JMdictProject / JMdictIssues

JMdict Japanese dictionary - lexicographic, etc. issues management
17 stars 1 forks source link

Company names in JMdict #24

Open jimmubreen opened 3 years ago

jimmubreen commented 3 years ago

At present the policy on proper names in JMdict does not include company names (https://www.edrdg.org/wiki/index.php/Editorial_policy#Proper_Names), however a number of company names are currently included: グーグル, マイクロソフト, アップル, 日産, エヌイーシー, アドービ, サムチョン, ジーメンス. ネットフリックス has just been added.

It is appropriate that some such names are included, so I propose that the policy be extended to include:

robinjmdict commented 3 years ago

I've been giving this some thought and I'm not sure I like the idea of including company names. We run into the problem of having to define "major company". There must be many hundreds of companies that fit that description, but how many of them are really worth adding?

I'd like to propose only including company names that also refer to ubiquitous services/platforms/products (e.g.

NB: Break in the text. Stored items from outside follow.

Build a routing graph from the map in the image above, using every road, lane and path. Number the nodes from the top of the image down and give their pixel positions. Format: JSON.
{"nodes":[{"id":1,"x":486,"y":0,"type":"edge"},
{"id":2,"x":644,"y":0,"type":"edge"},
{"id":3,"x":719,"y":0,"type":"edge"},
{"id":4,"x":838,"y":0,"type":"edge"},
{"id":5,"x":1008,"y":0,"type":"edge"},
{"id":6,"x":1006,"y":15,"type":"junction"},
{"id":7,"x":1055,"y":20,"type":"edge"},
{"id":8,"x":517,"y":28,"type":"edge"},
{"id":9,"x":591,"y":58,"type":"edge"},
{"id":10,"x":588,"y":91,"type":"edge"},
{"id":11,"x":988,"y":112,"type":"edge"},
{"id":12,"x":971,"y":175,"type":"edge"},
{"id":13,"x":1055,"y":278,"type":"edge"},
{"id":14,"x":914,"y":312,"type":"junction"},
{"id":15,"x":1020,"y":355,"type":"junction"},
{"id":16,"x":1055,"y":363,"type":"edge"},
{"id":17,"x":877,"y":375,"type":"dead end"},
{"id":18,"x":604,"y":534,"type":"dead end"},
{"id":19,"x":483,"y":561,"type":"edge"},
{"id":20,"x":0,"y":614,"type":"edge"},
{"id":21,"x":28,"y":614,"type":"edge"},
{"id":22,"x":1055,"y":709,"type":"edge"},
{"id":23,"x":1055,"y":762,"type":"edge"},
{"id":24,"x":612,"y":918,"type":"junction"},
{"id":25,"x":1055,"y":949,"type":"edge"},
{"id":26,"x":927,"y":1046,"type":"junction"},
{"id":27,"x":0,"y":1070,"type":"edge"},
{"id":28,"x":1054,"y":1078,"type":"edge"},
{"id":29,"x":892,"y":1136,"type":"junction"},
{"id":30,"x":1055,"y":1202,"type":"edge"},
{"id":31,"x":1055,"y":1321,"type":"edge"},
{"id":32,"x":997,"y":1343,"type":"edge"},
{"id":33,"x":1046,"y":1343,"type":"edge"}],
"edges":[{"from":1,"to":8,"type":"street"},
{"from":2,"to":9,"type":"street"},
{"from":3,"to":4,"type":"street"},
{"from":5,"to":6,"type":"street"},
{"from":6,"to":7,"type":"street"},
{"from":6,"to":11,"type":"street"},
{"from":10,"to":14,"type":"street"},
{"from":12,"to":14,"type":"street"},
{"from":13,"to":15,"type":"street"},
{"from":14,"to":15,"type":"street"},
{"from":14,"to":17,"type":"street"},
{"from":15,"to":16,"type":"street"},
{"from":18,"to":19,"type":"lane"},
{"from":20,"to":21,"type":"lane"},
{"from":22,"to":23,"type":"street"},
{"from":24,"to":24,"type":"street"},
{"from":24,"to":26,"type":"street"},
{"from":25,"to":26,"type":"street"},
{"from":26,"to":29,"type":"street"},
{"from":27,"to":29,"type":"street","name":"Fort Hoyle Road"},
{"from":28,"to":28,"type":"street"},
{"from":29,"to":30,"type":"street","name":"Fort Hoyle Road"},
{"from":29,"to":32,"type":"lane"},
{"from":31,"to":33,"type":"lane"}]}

Google, Twitter, Netflix, LINE). You're much more likely to encounter these terms in day-to-day conversation than most major company names (like Nissan or Microsoft). Of course, we'd have to decide what sort of companies fall into this category (would it include stores like Amazon or 7-Eleven, for example?), but ultimately it's a small subset of "major companies".

jimmubreen commented 3 years ago

OK, I think that should work. Probably most of the company names now in JMdict would fit with that, although エヌイーシー may need some thought. サムチョン should stay as it's slang. 日産 probably not. I'll think about a line in the policy.

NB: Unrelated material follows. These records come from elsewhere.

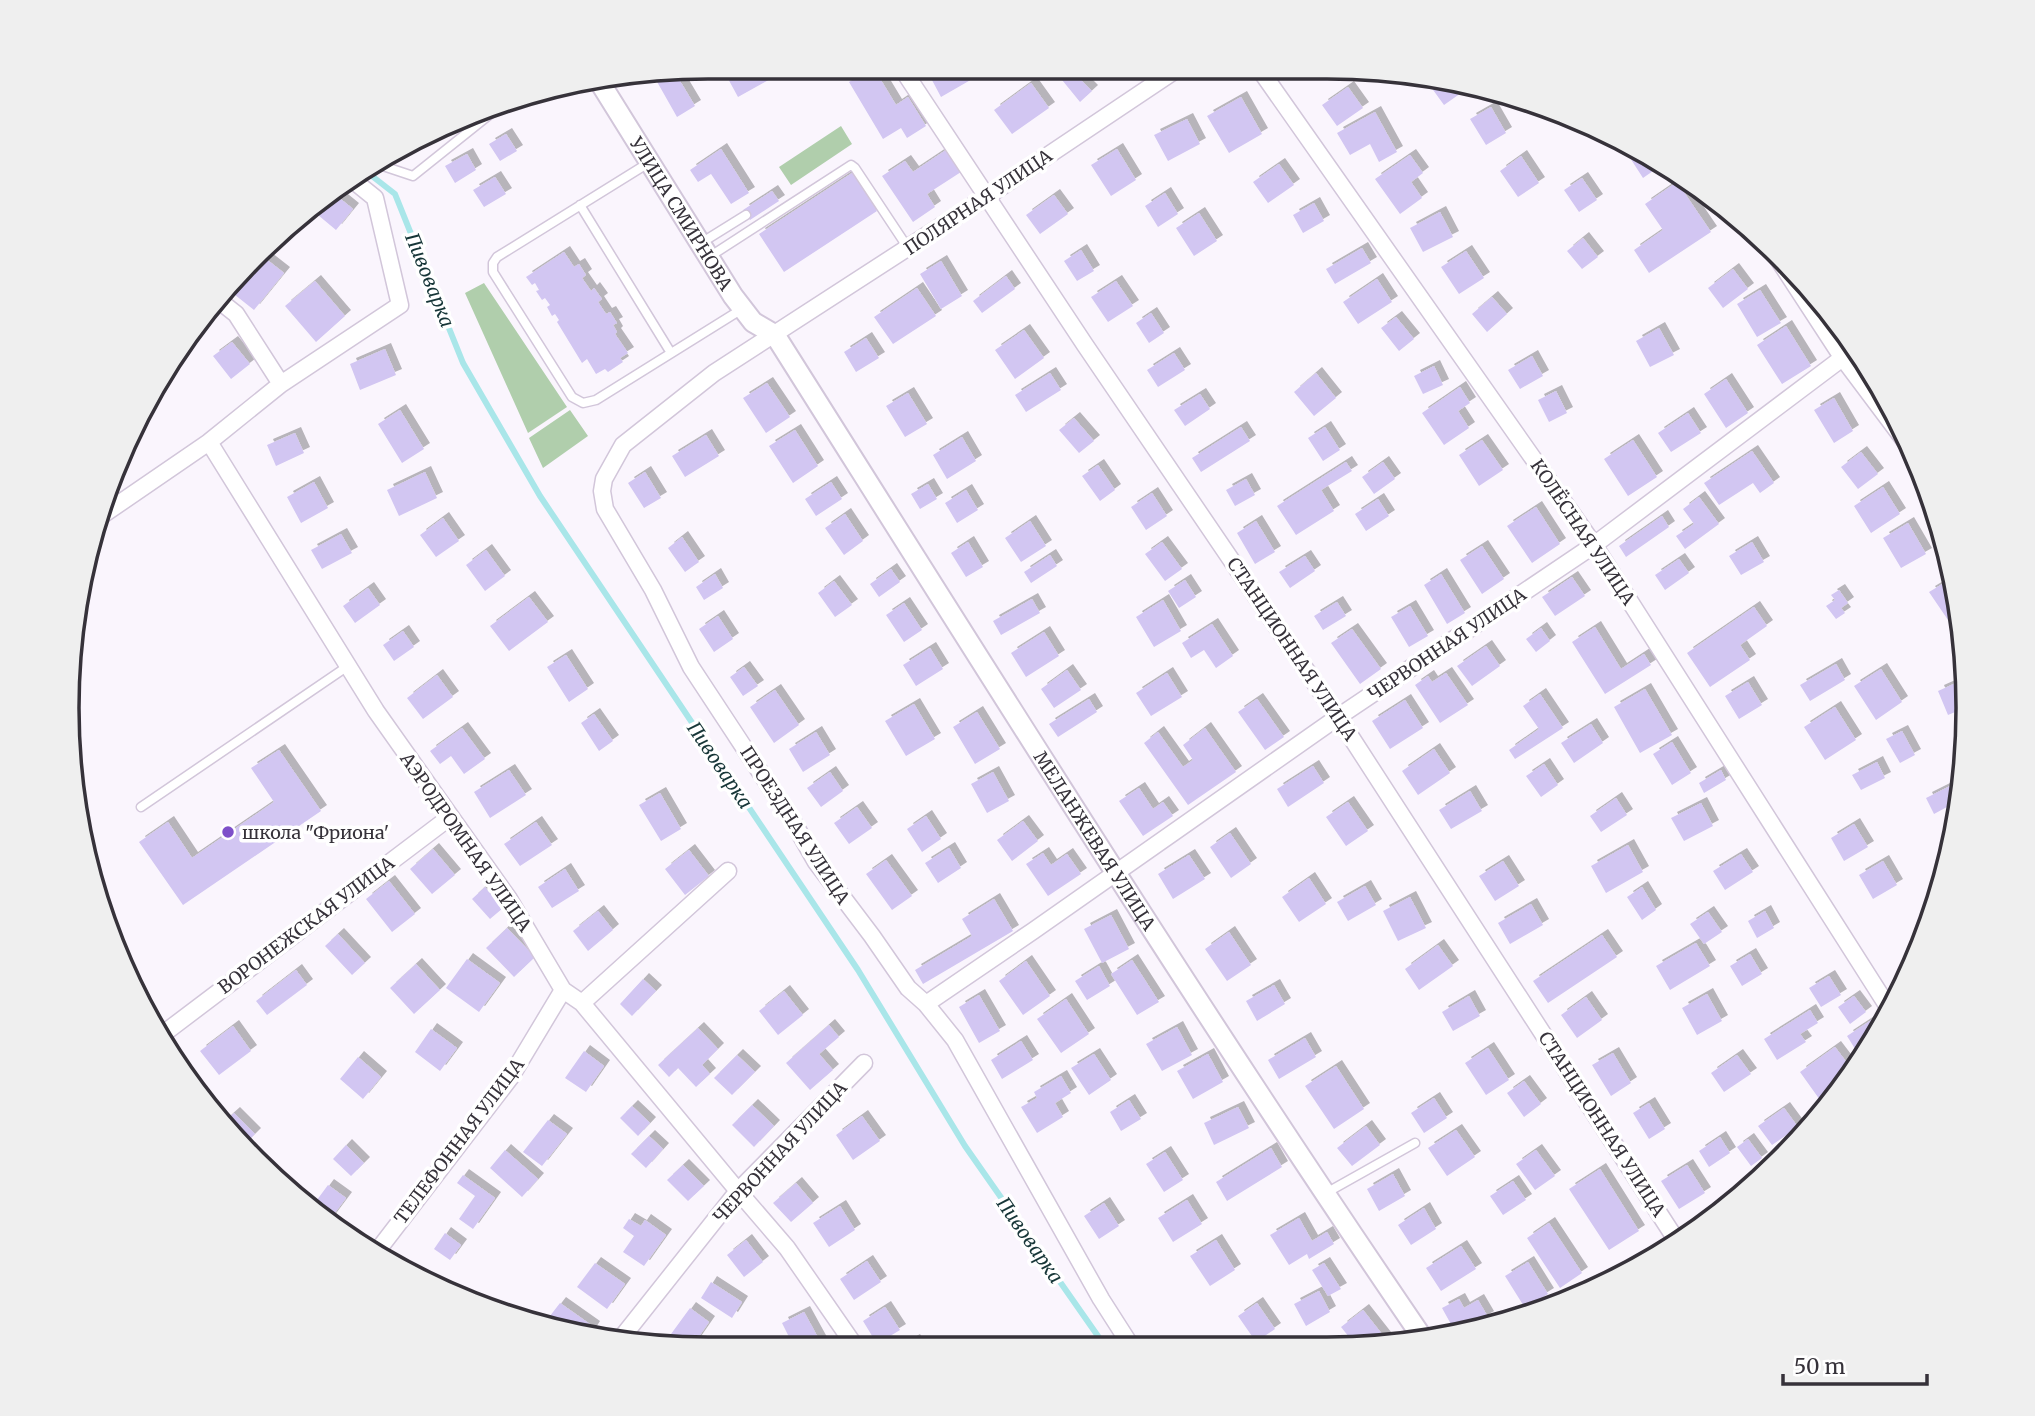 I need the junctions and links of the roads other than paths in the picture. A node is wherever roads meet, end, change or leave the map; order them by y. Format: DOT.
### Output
graph roads {
  1 [pos="909,79"];
  2 [pos="1161,79"];
  3 [pos="1267,79"];
  4 [pos="603,88"];
  5 [pos="481,122"];
  6 [pos="650,161"];
  7 [pos="386,167"];
  8 [pos="358,185"];
  9 [pos="986,197"];
  10 [pos="580,205"];
  11 [pos="746,215"];
  12 [pos="908,248"];
  13 [pos="705,250"];
  14 [pos="1801,295"];
  15 [pos="225,305"];
  16 [pos="742,309"];
  17 [pos="775,335"];
  18 [pos="671,353"];
  19 [pos="1847,354"];
  20 [pos="1842,357"];
  21 [pos="281,384"];
  22 [pos="1879,406"];
  23 [pos="209,442"];
  24 [pos="111,509"];
  25 [pos="1594,545"];
  26 [pos="348,666"];
  27 [pos="1338,717"];
  28 [pos="141,807"];
  29 [pos="450,817"];
  30 [pos="728,871"];
  31 [pos="1116,874"];
  32 [pos="562,990"];
  33 [pos="1884,1000"];
  34 [pos="582,1003"];
  35 [pos="926,1004"];
  36 [pos="168,1030"];
  37 [pos="864,1063"];
  38 [pos="1415,1143"];
  39 [pos="738,1191"];
  40 [pos="1325,1194"];
  41 [pos="1672,1234"];
  42 [pos="381,1246"];
  43 [pos="1418,1331"];
  44 [pos="626,1332"];
  45 [pos="849,1337"];
  46 [pos="1125,1337"];
  1 -- 9 [label="street, СТАНЦИОННАЯ УЛИЦА"];
  2 -- 9 [label="street, ПОЛЯРНАЯ УЛИЦА"];
  3 -- 25 [label="street, КОЛЁСНАЯ УЛИЦА"];
  4 -- 6 [label="street, УЛИЦА СМИРНОВА"];
  5 -- 7 [label="lane"];
  6 -- 10 [label="lane"];
  6 -- 13 [label="street, УЛИЦА СМИРНОВА"];
  8 -- 21 [label="street"];
  9 -- 12 [label="street, ПОЛЯРНАЯ УЛИЦА"];
  9 -- 27 [label="street, СТАНЦИОННАЯ УЛИЦА"];
  10 -- 18 [label="lane"];
  10 -- 18 [label="lane"];
  11 -- 13 [label="lane"];
  12 -- 13 [label="lane"];
  12 -- 17 [label="street, ПОЛЯРНАЯ УЛИЦА"];
  13 -- 16 [label="street, УЛИЦА СМИРНОВА"];
  14 -- 20 [label="street"];
  15 -- 21 [label="street"];
  16 -- 17 [label="street, УЛИЦА СМИРНОВА"];
  16 -- 18 [label="lane"];
  17 -- 31 [label="street, МЕЛАНЖЕВАЯ УЛИЦА"];
  17 -- 35 [label="street, ПРОЕЗДНАЯ УЛИЦА"];
  19 -- 20 [label="street, ЧЕРВОННАЯ УЛИЦА"];
  20 -- 22 [label="street"];
  20 -- 25 [label="street, ЧЕРВОННАЯ УЛИЦА"];
  21 -- 23 [label="street"];
  23 -- 24 [label="street"];
  23 -- 26 [label="street, АЭРОДРОМНАЯ УЛИЦА"];
  25 -- 27 [label="street, ЧЕРВОННАЯ УЛИЦА"];
  25 -- 33 [label="street, КОЛЁСНАЯ УЛИЦА"];
  26 -- 28 [label="lane"];
  26 -- 29 [label="street, АЭРОДРОМНАЯ УЛИЦА"];
  27 -- 31 [label="street, ЧЕРВОННАЯ УЛИЦА"];
  27 -- 41 [label="street, СТАНЦИОННАЯ УЛИЦА"];
  29 -- 32 [label="street, АЭРОДРОМНАЯ УЛИЦА"];
  29 -- 36 [label="street, ВОРОНЕЖСКАЯ УЛИЦА"];
  30 -- 34 [label="street"];
  31 -- 35 [label="street, ЧЕРВОННАЯ УЛИЦА"];
  31 -- 40 [label="street, МЕЛАНЖЕВАЯ УЛИЦА"];
  32 -- 34 [label="street, АЭРОДРОМНАЯ УЛИЦА"];
  32 -- 42 [label="street, ТЕЛЕФОННАЯ УЛИЦА"];
  34 -- 39 [label="street, АЭРОДРОМНАЯ УЛИЦА"];
  35 -- 46 [label="street, ПРОЕЗДНАЯ УЛИЦА"];
  37 -- 39 [label="street, ЧЕРВОННАЯ УЛИЦА"];
  38 -- 40 [label="lane"];
  39 -- 44 [label="street, ЧЕРВОННАЯ УЛИЦА"];
  39 -- 45 [label="street, АЭРОДРОМНАЯ УЛИЦА"];
  40 -- 43 [label="street, МЕЛАНЖЕВАЯ УЛИЦА"];
}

robinjmdict commented 3 years ago

If this were to become policy, I think マイクロソフト, アップル, 日産, エヌイーシー, アドービ and ジーメンス would need to be dropped as they're just company names. They don't refer to specific services or products.

I agree about keeping slang. I also think colloquial terms for major companies (e.g. マック, ケンタ) should remain in jmdict.

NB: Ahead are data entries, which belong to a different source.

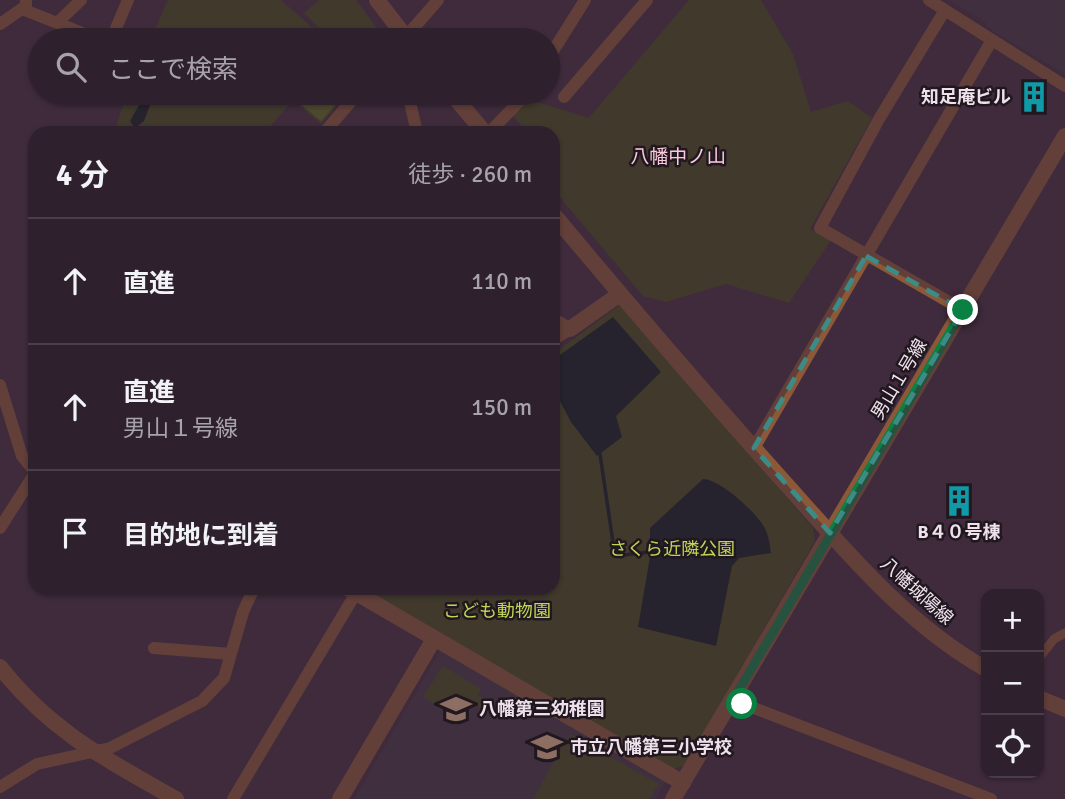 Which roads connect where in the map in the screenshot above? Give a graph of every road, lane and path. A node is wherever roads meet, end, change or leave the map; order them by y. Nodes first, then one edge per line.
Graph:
1 (80, 0) edge
2 (128, 0) edge
3 (377, 0) edge
4 (438, 0) edge
5 (585, 0) edge
6 (647, 0) edge
7 (929, 0) edge
8 (24, 4) edge
9 (945, 10) junction
10 (57, 23) junction
11 (0, 24) edge
12 (70, 28) edge
13 (116, 28) edge
14 (397, 28) edge
15 (414, 28) edge
16 (560, 40) edge
17 (992, 40) junction
18 (1065, 86) edge
19 (564, 97) dead end
20 (348, 105) edge
21 (411, 105) edge
22 (465, 105) edge
23 (513, 105) edge
24 (330, 126) edge
25 (415, 126) edge
26 (479, 126) edge
27 (490, 126) edge
28 (1065, 136) edge
29 (560, 222) edge
30 (866, 256) junction
31 (620, 293) junction
32 (963, 310) junction
33 (560, 323) edge
34 (570, 329) junction
35 (560, 335) edge
36 (0, 385) edge
37 (754, 449) junction
38 (28, 464) edge
39 (28, 484) edge
40 (0, 528) edge
41 (830, 533) junction
42 (252, 595) edge
43 (349, 595) edge
44 (360, 595) edge
45 (1065, 633) edge
46 (434, 639) junction
47 (154, 648) dead end
48 (1044, 652) edge
49 (231, 654) junction
50 (981, 666) edge
51 (0, 667) edge
52 (733, 700) junction
53 (1044, 700) edge
54 (1065, 709) edge
55 (91, 751) junction
56 (683, 783) junction
57 (0, 787) edge
58 (176, 799) edge
59 (233, 799) edge
60 (340, 799) edge
61 (673, 799) edge
62 (991, 799) edge

1 - 10 street
2 - 13 street
3 - 14 street
4 - 15 street
5 - 16 street
6 - 19 street
7 - 9 street
8 - 10 street
8 - 11 street
9 - 17 street
9 - 30 street
10 - 12 street
17 - 18 street
17 - 30 street
20 - 24 street
21 - 25 street
22 - 26 street
23 - 27 street
28 - 32 street, 男山１号線
29 - 31 street, 八幡城陽線
30 - 32 street
30 - 37 street
31 - 34 street
31 - 37 street, 八幡城陽線
32 - 41 street, 男山１号線
33 - 34 street
34 - 35 street
36 - 38 street
37 - 41 street, 八幡城陽線
39 - 40 street
41 - 50 street, 八幡城陽線
41 - 52 street, 男山１号線
42 - 49 street
43 - 59 street
44 - 46 street
45 - 48 street
46 - 56 street
46 - 60 street
47 - 49 street
49 - 55 street
51 - 55 street
52 - 56 street, 男山１号線
52 - 62 street
53 - 54 street
55 - 57 street
55 - 58 street
56 - 61 street, 男山１号線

jimmubreen commented 3 years ago

OK, I think that should work. Probably most of the company names now in JMdict would fit with that, although エヌイーシー may need some thought. サムチョン should stay as it's slang. 日産 probably not. I have put the following line in the policy;

In cases like マイクロソフト and 日産, they could be removed, or they could perhaps stay as grandfathered entries.

jimmubreen commented 3 years ago

This has largely been dealt with. I think it can be closed.

Marcusjmdict commented 3 years ago

Sorry to re-open this after it's been closed. I don't think the task of judging which companies are major ones is any different from judging whether other words belong in the dictionary. To make things easier, though, we could easily decide on a specific ngrams count (for older companies) and maybe a twitter count or similar for newer ones.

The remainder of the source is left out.